TASK TO CARRY OUT: Bring together copies of the lines in the data below that contain the word "stream".

---------- THE RECORDS

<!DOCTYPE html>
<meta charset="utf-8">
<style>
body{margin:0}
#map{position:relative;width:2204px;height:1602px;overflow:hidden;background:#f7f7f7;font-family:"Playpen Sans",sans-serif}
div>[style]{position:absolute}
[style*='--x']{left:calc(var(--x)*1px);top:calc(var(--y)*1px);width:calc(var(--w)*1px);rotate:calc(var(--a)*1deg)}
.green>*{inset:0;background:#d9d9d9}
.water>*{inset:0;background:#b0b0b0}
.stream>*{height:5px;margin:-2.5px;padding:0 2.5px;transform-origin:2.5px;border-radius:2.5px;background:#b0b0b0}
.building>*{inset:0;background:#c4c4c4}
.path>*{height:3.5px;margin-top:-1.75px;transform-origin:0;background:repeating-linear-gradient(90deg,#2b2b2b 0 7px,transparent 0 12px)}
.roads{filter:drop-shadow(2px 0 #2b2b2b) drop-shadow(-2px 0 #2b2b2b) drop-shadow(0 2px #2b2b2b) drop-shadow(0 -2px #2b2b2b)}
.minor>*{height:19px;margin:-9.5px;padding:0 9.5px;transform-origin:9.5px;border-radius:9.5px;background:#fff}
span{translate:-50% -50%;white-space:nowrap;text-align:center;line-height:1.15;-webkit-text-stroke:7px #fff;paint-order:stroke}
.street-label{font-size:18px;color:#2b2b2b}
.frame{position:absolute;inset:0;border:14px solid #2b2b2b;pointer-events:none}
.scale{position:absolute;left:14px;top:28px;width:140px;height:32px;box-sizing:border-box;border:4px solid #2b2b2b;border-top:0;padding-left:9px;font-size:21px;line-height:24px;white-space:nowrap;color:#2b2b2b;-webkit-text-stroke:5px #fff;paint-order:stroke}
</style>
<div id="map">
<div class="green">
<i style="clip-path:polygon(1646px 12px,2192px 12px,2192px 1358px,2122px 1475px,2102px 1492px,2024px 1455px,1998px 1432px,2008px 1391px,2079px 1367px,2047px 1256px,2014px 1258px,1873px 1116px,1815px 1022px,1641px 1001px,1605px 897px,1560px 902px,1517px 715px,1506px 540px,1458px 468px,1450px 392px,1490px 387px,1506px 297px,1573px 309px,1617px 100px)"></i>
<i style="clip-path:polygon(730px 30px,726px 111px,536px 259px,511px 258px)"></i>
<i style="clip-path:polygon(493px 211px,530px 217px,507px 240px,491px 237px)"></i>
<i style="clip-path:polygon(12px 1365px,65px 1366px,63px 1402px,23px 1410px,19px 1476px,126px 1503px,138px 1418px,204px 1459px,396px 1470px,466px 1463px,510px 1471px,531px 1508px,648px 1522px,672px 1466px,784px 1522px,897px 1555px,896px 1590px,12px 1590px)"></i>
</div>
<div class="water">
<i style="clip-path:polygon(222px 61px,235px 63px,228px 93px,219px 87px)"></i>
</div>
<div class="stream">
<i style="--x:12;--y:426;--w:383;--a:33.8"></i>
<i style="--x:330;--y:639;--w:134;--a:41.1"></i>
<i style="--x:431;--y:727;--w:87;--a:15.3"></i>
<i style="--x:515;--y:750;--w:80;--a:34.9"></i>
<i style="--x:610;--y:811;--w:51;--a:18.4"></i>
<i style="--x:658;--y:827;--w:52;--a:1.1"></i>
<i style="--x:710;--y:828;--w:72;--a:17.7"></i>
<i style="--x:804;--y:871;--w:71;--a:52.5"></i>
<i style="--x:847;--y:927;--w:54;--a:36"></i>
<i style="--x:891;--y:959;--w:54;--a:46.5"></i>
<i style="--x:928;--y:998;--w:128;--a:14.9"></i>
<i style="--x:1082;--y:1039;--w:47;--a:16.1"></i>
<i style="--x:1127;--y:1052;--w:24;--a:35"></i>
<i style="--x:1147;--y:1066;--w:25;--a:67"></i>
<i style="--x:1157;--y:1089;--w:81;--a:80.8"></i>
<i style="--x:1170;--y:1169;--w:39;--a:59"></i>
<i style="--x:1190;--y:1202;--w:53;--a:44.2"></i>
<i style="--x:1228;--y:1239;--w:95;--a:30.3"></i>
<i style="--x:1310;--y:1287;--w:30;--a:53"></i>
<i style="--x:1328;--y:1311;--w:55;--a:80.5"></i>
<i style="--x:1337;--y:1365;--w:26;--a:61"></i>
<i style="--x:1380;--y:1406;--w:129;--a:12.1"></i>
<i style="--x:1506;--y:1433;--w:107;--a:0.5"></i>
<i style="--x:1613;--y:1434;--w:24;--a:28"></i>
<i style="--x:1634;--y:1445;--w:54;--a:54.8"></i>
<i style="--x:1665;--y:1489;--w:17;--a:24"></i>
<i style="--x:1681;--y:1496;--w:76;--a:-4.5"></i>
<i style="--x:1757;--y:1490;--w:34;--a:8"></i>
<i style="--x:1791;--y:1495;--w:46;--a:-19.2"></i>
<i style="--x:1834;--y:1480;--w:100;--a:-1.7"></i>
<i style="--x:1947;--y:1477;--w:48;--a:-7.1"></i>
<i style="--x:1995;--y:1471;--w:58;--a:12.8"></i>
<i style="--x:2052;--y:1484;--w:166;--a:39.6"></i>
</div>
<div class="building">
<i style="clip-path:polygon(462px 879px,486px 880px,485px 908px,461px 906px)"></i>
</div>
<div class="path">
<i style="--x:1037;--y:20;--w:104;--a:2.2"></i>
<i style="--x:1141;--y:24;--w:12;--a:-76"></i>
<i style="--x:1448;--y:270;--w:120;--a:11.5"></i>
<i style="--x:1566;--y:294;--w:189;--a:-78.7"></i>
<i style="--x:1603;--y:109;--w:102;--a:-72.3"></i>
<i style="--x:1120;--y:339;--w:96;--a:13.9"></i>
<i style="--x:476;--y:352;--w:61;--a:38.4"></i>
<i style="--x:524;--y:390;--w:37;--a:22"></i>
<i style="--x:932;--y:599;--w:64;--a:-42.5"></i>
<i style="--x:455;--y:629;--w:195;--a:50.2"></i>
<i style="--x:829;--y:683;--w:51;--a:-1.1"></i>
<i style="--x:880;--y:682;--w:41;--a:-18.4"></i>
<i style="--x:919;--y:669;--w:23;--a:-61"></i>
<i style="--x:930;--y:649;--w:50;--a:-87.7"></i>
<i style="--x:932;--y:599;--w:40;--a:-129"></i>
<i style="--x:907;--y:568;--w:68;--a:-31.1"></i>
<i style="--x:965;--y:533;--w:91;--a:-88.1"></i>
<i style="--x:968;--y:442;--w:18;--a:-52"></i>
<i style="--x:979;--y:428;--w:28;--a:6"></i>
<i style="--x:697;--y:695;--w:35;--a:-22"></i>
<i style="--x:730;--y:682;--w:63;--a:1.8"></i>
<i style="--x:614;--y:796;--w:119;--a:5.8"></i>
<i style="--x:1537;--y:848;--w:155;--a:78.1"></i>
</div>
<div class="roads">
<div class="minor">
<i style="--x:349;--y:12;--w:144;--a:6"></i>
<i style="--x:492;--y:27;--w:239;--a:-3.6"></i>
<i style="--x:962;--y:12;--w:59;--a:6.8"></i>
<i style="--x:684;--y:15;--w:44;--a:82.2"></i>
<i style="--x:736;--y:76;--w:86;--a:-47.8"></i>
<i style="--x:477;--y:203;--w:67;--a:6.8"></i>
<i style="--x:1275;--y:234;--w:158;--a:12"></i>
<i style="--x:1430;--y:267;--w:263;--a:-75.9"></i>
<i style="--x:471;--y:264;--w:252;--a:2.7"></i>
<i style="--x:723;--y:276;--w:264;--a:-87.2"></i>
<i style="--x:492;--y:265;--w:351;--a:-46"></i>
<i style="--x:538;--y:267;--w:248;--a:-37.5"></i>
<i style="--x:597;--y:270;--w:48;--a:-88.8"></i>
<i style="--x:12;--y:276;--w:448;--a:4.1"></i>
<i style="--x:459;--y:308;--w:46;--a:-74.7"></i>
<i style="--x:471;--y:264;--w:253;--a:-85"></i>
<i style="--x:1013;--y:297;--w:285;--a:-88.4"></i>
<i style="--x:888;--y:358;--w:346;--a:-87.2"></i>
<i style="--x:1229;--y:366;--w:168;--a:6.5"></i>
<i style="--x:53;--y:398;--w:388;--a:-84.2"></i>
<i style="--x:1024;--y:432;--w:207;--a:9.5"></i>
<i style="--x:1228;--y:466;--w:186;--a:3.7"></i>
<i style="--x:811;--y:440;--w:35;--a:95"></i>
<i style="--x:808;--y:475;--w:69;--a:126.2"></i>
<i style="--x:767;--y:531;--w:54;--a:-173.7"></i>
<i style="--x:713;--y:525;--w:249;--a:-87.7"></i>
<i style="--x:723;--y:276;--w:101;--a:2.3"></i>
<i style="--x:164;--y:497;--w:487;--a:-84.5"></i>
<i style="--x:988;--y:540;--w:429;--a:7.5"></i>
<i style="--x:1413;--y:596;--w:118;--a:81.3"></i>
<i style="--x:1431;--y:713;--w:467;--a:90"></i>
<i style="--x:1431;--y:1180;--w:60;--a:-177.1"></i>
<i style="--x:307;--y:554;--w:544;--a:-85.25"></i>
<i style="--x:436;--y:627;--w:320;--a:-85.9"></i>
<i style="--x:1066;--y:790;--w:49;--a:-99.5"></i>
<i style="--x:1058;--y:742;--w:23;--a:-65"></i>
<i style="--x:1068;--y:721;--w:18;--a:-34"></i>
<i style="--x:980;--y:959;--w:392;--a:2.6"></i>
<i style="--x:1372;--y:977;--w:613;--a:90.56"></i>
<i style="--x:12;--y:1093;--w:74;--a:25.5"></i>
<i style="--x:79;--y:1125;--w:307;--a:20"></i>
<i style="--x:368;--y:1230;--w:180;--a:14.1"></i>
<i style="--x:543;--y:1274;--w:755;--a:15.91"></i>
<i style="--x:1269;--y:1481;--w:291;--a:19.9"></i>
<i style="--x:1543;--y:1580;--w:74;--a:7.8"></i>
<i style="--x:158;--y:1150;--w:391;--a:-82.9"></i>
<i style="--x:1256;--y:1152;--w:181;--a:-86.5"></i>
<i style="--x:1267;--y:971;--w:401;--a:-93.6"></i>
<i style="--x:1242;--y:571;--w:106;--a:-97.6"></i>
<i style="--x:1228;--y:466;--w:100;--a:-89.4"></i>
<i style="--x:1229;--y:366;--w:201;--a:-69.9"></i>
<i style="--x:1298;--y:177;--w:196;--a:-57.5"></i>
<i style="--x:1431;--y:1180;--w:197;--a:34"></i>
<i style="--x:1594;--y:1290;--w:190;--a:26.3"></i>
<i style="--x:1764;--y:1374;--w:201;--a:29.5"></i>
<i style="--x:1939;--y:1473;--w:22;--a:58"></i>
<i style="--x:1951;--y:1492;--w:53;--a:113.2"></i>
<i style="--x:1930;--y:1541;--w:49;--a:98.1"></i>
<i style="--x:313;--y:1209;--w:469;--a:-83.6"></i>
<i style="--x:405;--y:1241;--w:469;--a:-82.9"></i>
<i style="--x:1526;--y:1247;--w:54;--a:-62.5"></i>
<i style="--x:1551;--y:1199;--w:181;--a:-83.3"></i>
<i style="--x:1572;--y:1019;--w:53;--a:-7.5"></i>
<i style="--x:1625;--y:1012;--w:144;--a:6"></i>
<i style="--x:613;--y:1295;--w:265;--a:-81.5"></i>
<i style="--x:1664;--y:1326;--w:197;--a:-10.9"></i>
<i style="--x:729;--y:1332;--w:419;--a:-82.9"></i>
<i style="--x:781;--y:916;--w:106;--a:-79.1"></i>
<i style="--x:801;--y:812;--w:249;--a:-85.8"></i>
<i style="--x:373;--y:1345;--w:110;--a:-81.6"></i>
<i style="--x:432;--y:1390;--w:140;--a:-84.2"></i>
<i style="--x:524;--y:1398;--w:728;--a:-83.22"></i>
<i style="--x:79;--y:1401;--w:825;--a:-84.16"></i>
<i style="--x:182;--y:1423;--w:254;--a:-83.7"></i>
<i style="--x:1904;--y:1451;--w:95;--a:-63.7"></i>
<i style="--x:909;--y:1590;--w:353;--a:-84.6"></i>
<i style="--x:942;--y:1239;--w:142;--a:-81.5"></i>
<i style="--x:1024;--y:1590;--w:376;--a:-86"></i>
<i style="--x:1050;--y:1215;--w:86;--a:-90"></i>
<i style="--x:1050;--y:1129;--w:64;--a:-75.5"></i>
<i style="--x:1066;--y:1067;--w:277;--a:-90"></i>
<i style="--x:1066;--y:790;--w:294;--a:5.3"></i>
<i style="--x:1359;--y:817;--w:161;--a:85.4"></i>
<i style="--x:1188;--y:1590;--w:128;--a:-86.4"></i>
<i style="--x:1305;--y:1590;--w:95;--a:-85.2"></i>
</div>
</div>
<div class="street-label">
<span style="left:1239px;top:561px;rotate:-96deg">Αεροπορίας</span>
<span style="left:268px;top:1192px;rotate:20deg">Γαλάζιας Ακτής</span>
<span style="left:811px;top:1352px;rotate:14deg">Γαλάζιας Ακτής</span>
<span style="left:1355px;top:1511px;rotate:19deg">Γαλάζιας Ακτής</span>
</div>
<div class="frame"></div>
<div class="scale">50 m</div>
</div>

--------------------

REPLY TO THE TASK:
.stream>*{height:5px;margin:-2.5px;padding:0 2.5px;transform-origin:2.5px;border-radius:2.5px;background:#b0b0b0}
<div class="stream">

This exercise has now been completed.